## Exercise instructions:
Extract every line from the records below that contains the word "roads".

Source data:

_ _ _

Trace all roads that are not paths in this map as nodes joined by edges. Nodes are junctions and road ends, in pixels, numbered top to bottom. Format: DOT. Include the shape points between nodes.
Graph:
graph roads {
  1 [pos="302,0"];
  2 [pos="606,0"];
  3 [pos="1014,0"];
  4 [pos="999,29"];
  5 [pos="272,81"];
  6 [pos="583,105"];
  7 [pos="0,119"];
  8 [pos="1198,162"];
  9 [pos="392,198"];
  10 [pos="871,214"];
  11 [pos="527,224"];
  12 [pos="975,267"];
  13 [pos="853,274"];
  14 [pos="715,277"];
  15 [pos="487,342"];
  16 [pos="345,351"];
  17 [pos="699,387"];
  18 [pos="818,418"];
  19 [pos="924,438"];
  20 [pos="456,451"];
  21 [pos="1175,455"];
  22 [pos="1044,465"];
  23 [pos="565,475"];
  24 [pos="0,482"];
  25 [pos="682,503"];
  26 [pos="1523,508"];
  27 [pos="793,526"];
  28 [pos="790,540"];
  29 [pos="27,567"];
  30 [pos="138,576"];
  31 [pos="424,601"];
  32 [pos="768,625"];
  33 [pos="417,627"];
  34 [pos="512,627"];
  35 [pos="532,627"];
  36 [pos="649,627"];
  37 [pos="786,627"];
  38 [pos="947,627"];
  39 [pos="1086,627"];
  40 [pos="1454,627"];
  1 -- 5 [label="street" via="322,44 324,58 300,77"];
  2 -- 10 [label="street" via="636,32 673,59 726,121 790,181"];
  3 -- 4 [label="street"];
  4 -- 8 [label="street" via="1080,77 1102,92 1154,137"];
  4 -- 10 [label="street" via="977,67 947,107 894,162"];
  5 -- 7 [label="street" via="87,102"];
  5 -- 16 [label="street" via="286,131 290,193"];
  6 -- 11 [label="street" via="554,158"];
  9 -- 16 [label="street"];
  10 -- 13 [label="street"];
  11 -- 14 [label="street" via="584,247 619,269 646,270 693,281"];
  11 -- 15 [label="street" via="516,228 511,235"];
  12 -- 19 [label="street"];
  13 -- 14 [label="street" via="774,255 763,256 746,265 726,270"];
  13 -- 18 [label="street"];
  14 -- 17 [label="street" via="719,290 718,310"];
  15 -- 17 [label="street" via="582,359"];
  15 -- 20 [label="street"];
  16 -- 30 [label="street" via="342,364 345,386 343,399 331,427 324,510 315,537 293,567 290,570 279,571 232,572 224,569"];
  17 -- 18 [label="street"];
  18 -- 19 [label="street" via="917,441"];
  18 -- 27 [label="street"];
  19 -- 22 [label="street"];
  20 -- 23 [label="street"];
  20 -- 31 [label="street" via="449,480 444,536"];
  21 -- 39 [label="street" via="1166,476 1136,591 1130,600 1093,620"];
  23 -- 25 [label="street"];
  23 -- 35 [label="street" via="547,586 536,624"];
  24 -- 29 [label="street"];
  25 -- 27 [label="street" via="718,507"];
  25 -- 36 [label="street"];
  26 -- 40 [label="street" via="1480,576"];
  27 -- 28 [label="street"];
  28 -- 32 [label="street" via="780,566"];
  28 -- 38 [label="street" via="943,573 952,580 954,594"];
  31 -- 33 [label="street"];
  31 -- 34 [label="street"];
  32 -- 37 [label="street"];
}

_ _ _

## Output of the task:
Trace all roads that are not paths in this map as nodes joined by edges. Nodes are junctions and road ends, in pixels, numbered top to bottom. Format: DOT. Include the shape points between nodes.
graph roads {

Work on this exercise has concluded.